→ **YOUR INSTRUCTIONS**: Go over the records and copy every line with the string "Give".

[Saved entries]
━━━━━━

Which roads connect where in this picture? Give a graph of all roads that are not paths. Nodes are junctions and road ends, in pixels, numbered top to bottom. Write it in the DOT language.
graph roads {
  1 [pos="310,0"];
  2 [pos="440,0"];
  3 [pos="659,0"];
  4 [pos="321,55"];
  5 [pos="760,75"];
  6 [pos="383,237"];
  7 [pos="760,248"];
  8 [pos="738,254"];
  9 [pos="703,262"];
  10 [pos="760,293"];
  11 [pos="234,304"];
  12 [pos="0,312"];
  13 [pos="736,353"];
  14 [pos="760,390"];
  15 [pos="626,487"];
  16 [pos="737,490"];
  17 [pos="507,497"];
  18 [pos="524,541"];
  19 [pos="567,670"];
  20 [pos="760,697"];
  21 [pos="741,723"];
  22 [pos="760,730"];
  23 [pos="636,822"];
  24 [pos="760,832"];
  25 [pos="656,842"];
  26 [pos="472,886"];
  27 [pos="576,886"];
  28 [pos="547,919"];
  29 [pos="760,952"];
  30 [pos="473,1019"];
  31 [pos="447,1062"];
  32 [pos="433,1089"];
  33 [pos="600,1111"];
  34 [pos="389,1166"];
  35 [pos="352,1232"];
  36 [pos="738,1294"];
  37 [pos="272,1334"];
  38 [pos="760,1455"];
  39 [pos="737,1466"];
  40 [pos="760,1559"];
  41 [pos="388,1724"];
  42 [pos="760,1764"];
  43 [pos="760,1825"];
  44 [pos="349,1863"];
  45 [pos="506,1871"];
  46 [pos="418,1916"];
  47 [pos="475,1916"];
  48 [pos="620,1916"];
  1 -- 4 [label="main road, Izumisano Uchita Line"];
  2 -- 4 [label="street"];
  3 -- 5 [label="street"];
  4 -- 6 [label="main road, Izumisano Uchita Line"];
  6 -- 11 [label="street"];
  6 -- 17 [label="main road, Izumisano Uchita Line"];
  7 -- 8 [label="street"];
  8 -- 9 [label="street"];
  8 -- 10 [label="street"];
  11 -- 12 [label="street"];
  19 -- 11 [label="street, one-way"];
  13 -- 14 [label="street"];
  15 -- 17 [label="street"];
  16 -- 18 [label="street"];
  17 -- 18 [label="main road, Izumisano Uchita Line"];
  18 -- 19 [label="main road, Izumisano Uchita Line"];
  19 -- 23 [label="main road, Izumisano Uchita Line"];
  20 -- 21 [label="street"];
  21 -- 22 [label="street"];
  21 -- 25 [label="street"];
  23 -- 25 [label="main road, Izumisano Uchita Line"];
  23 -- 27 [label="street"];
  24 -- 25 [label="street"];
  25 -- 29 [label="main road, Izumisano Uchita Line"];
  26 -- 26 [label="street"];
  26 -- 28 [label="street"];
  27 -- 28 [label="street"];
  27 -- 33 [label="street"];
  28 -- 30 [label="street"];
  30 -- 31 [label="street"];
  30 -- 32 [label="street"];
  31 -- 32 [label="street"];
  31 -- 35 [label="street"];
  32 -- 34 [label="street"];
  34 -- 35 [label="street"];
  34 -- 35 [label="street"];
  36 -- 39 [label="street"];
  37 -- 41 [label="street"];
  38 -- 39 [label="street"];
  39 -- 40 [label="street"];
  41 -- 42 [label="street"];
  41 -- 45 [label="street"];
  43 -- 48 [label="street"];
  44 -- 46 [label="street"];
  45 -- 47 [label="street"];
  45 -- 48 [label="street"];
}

━━━━━━

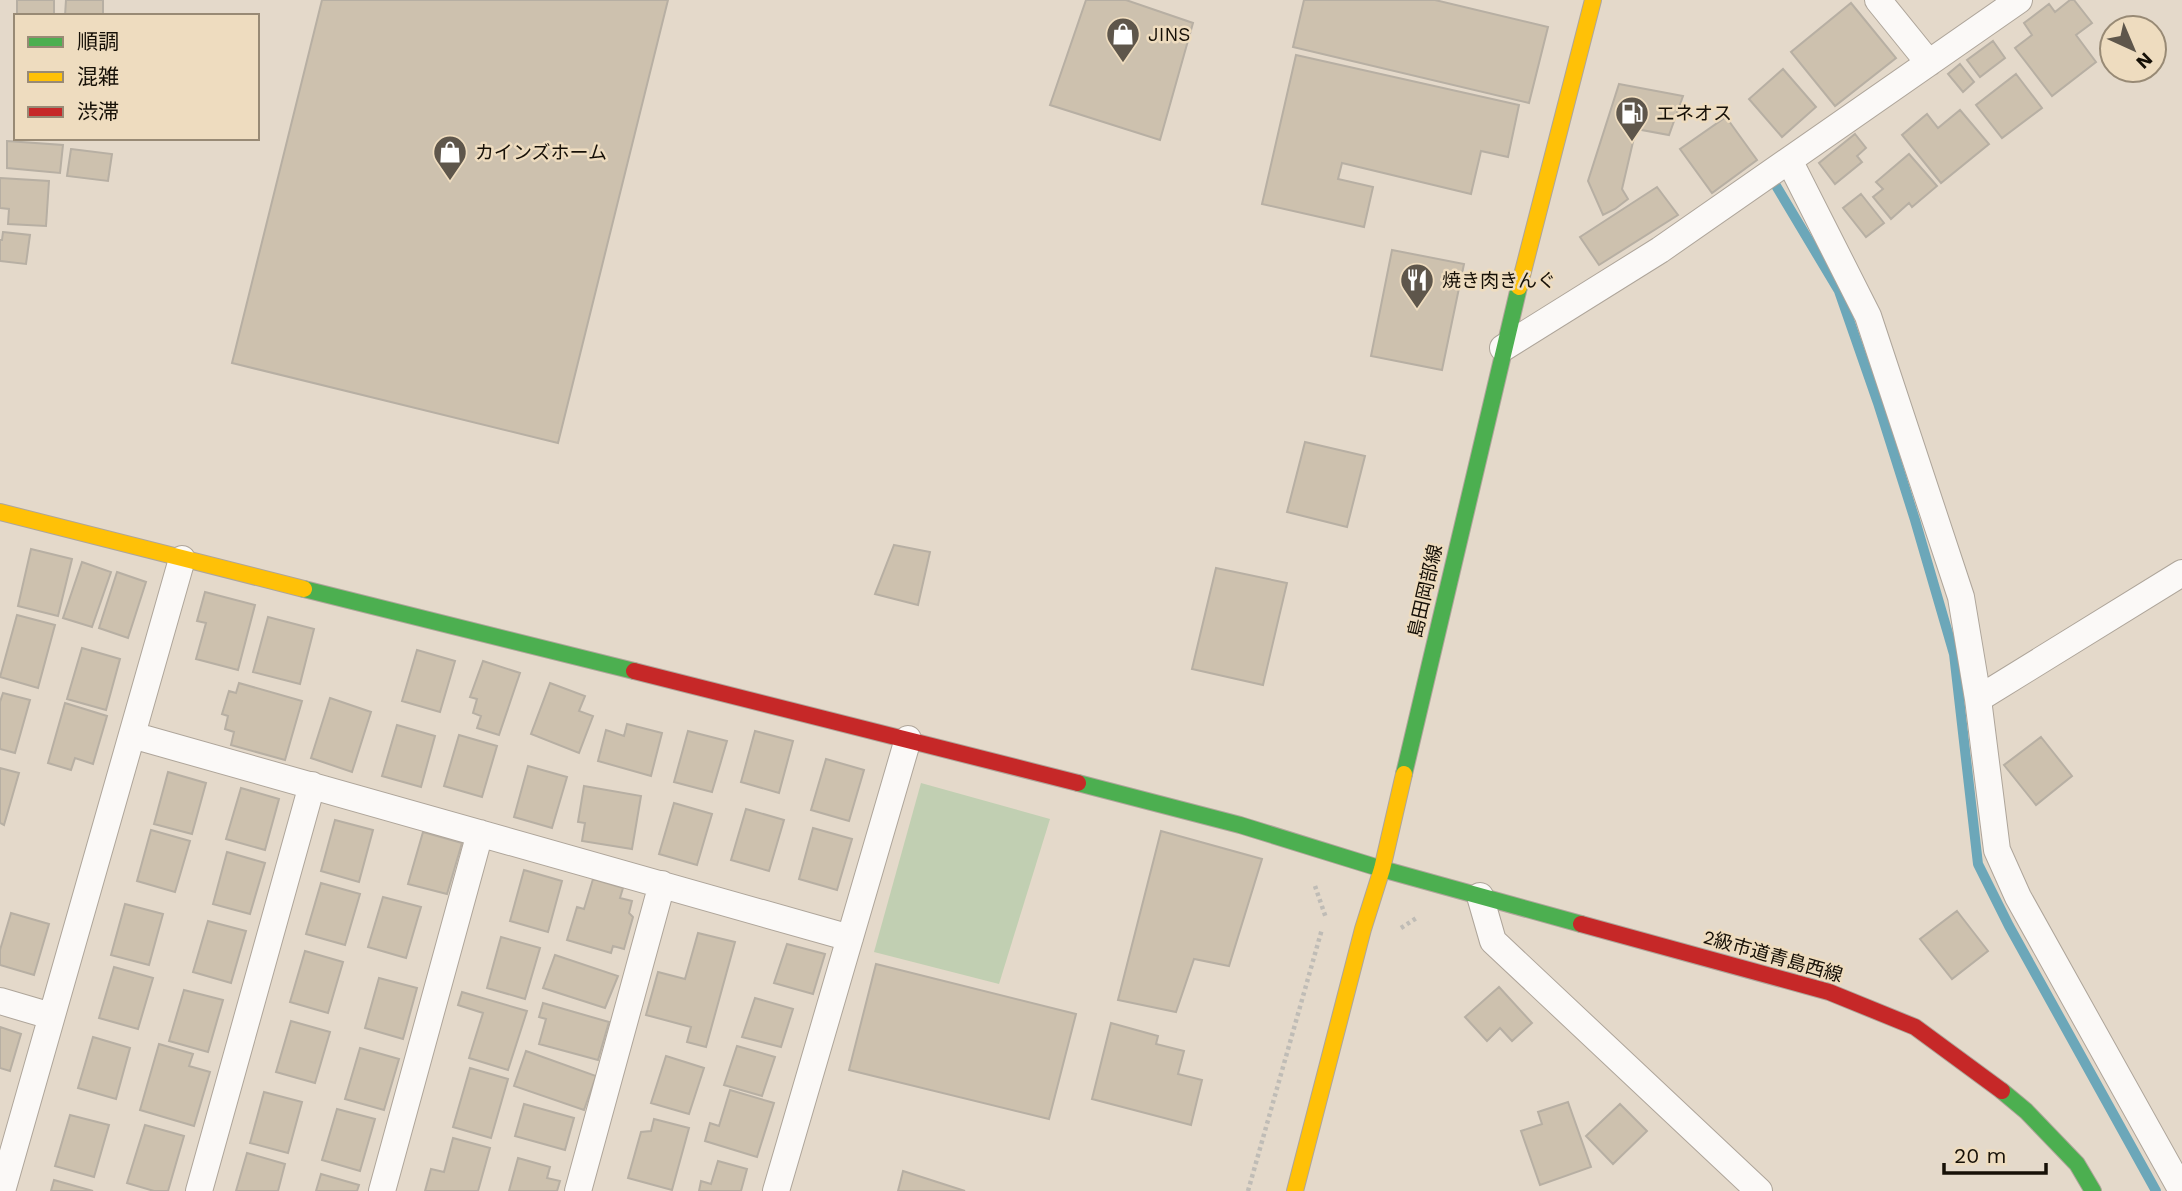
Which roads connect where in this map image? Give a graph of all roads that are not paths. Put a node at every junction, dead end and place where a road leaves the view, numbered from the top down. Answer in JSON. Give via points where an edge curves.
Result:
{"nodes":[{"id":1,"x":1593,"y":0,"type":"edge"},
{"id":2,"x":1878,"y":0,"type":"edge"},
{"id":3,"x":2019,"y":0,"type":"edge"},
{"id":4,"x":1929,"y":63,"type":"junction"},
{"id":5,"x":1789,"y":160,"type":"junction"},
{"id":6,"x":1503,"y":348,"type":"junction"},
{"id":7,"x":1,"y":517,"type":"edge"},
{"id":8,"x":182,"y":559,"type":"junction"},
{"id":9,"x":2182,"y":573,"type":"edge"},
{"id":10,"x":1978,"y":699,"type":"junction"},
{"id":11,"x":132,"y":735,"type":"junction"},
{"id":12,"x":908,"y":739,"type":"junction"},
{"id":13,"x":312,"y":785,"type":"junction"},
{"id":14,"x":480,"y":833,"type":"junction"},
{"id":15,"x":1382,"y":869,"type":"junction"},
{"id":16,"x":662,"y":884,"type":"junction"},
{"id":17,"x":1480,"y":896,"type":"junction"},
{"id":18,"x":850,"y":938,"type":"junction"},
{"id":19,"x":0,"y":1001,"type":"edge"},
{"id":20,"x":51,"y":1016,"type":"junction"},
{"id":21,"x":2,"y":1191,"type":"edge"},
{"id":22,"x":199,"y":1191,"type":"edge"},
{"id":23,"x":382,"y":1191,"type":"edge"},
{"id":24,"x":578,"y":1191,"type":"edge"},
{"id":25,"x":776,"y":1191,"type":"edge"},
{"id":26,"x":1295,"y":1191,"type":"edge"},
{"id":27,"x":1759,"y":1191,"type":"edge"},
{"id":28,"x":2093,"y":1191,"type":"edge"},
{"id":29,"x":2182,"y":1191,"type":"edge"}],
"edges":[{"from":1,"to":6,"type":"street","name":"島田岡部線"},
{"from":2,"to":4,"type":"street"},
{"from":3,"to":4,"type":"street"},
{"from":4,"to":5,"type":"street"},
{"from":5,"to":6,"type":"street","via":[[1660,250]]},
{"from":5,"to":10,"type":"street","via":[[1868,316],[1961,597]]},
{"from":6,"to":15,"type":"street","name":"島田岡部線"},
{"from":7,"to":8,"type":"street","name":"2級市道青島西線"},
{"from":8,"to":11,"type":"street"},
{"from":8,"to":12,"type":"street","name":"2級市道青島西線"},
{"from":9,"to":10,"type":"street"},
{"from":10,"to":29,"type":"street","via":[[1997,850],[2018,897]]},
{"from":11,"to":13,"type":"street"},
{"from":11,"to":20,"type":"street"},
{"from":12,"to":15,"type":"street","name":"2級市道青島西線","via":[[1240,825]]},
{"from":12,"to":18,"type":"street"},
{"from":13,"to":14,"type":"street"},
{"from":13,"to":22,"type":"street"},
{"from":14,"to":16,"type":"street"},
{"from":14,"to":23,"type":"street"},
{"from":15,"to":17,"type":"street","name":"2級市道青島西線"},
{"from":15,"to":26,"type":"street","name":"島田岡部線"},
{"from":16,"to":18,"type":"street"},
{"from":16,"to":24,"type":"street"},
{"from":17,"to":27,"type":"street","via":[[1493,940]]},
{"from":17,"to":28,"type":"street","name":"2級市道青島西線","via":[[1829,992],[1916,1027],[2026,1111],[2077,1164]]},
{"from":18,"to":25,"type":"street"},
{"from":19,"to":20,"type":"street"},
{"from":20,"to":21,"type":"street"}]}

━━━━━━

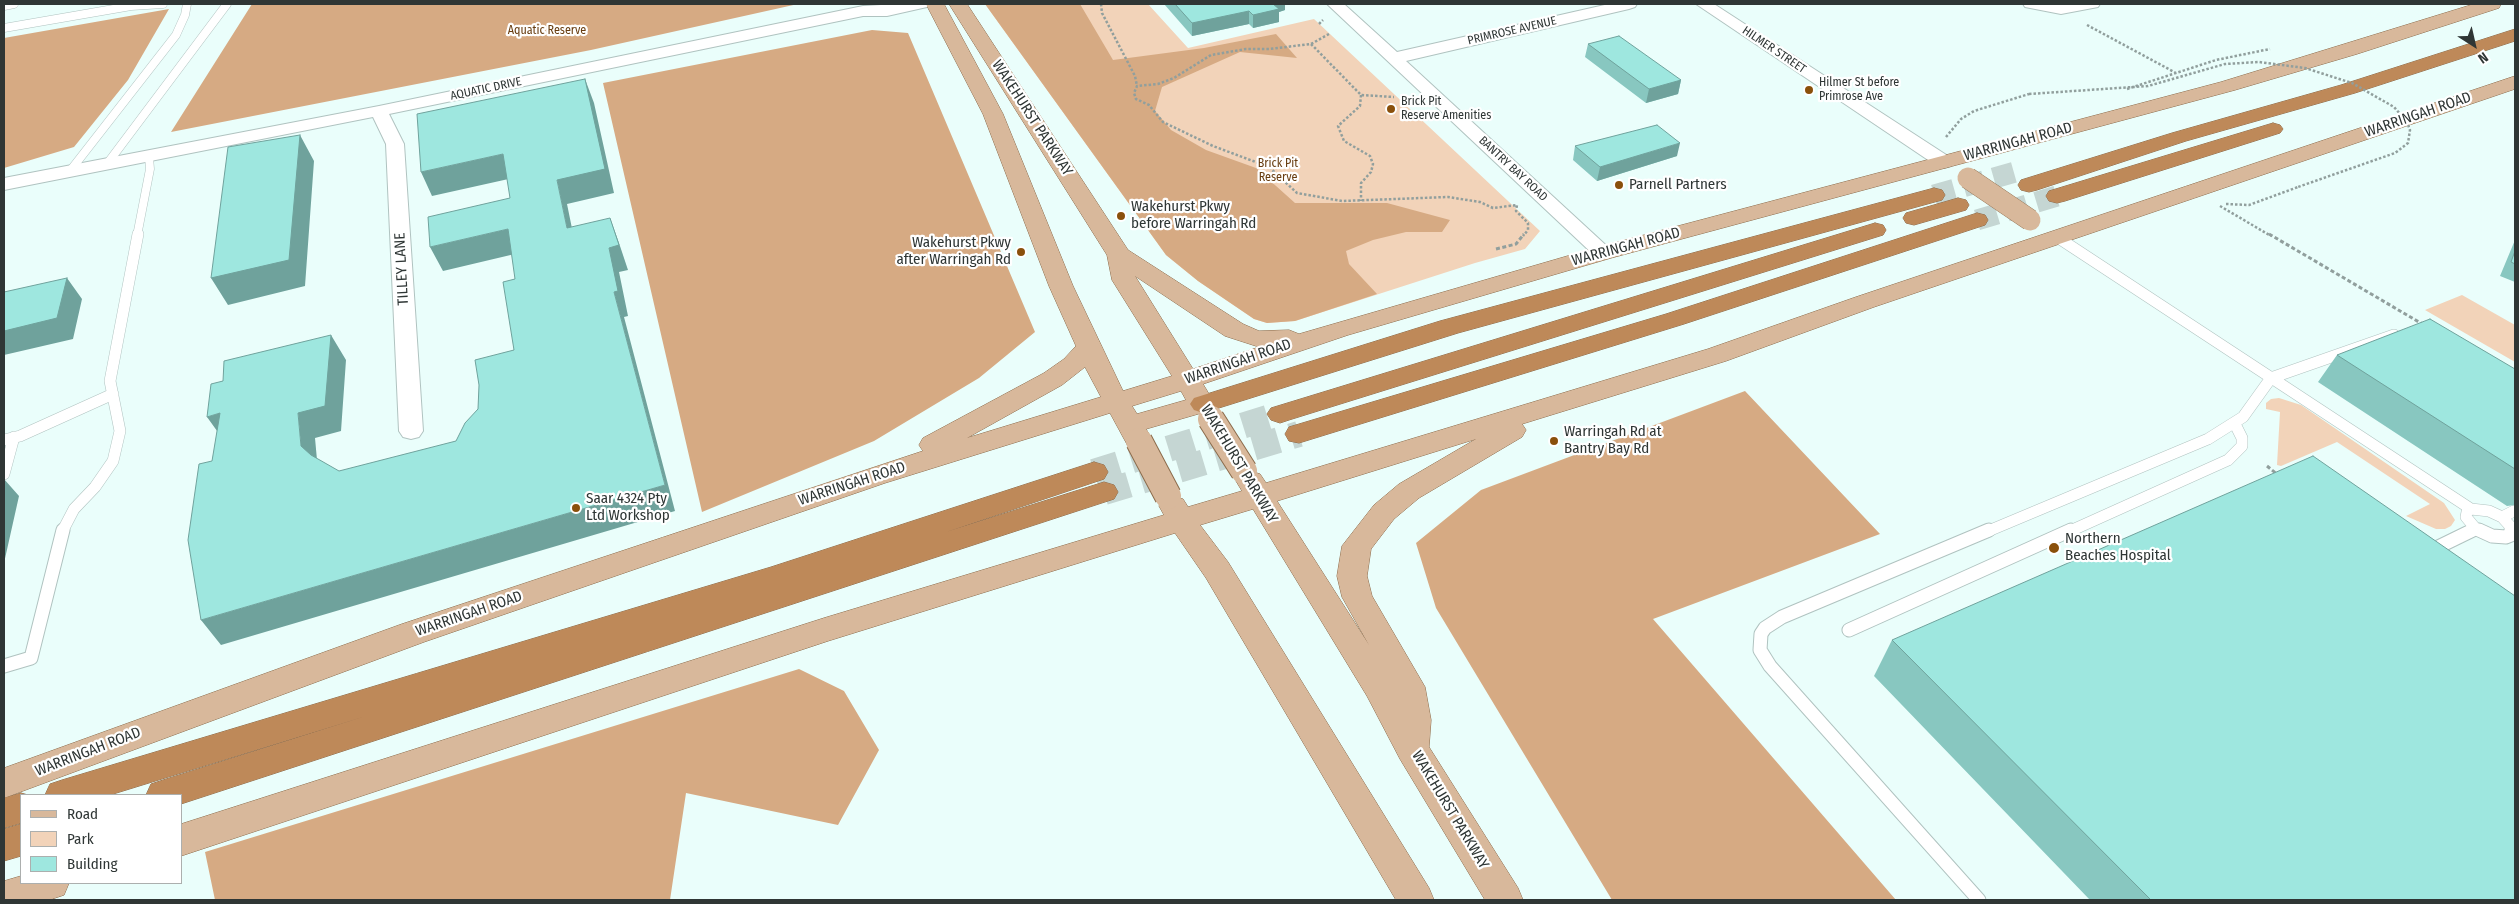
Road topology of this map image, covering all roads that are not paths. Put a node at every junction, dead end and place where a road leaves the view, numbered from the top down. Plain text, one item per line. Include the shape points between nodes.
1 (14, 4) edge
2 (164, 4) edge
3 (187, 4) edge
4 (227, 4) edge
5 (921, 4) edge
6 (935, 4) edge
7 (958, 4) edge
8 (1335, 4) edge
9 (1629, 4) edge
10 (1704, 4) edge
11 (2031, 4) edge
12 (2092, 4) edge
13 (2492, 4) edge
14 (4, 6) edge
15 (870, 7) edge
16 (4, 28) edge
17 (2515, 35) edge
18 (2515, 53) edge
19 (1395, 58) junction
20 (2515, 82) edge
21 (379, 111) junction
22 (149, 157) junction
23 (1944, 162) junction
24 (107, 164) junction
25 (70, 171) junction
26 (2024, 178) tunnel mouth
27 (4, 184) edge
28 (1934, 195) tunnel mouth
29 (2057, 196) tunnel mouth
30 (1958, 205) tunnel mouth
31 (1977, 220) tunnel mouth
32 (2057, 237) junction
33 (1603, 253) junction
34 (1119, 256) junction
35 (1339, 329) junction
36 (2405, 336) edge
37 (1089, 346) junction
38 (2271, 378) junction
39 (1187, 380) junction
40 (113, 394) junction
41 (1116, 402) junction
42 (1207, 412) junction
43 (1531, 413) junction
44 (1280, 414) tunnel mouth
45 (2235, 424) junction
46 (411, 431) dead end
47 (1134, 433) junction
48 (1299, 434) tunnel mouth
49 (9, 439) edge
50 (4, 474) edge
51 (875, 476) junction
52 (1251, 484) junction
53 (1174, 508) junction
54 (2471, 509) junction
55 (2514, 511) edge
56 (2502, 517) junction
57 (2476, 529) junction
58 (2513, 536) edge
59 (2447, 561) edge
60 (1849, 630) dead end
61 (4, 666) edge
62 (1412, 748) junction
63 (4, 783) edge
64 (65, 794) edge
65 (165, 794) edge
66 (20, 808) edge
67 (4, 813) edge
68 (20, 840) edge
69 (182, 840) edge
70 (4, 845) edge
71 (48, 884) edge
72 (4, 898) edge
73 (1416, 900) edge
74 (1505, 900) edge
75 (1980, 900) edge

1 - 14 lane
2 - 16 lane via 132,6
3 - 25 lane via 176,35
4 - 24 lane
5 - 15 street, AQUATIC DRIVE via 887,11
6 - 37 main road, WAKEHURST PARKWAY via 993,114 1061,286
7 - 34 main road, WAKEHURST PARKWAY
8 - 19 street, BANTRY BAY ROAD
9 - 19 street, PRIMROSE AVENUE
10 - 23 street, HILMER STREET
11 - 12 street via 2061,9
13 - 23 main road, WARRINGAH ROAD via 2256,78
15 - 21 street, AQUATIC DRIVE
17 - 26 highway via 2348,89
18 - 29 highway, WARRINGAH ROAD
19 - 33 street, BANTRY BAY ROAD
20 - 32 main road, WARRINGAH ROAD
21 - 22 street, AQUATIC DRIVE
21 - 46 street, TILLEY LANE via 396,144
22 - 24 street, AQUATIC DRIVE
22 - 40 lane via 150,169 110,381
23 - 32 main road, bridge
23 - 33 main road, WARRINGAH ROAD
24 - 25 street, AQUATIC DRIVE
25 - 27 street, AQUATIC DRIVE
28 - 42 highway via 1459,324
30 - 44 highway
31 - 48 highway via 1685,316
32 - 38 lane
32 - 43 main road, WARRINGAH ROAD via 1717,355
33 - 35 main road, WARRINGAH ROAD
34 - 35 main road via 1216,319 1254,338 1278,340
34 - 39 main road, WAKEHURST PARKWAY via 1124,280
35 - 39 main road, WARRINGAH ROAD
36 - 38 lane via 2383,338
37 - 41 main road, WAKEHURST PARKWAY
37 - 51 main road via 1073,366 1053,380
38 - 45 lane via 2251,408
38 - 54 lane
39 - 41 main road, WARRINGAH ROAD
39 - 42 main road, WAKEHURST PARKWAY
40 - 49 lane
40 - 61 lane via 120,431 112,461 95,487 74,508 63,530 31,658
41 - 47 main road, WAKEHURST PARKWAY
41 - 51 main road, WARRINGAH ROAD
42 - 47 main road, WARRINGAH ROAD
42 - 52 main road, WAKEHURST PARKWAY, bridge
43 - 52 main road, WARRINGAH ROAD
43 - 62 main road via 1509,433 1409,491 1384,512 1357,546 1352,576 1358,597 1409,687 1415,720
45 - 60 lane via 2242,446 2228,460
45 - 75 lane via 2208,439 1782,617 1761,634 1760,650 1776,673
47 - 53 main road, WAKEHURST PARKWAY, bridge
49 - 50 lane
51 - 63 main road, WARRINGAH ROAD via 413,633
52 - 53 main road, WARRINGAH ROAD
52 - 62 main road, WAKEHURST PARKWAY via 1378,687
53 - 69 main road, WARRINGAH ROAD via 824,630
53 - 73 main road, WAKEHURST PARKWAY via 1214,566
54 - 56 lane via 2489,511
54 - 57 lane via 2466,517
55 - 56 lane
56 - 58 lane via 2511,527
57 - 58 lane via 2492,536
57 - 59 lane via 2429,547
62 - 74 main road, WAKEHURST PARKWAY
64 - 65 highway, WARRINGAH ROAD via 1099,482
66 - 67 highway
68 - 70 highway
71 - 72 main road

━━━━━━

→ **ANSWER TO THE PROBLEM**:
Which roads connect where in this picture? Give a graph of all roads that are not paths. Nodes are junctions and road ends, in pixels, numbered top to bottom. Write it in the DOT language.
Which roads connect where in this map image? Give a graph of all roads that are not paths. Put a node at every junction, dead end and place where a road leaves the view, numbered from the top down. Answer in JSON. Give via points where an edge curves.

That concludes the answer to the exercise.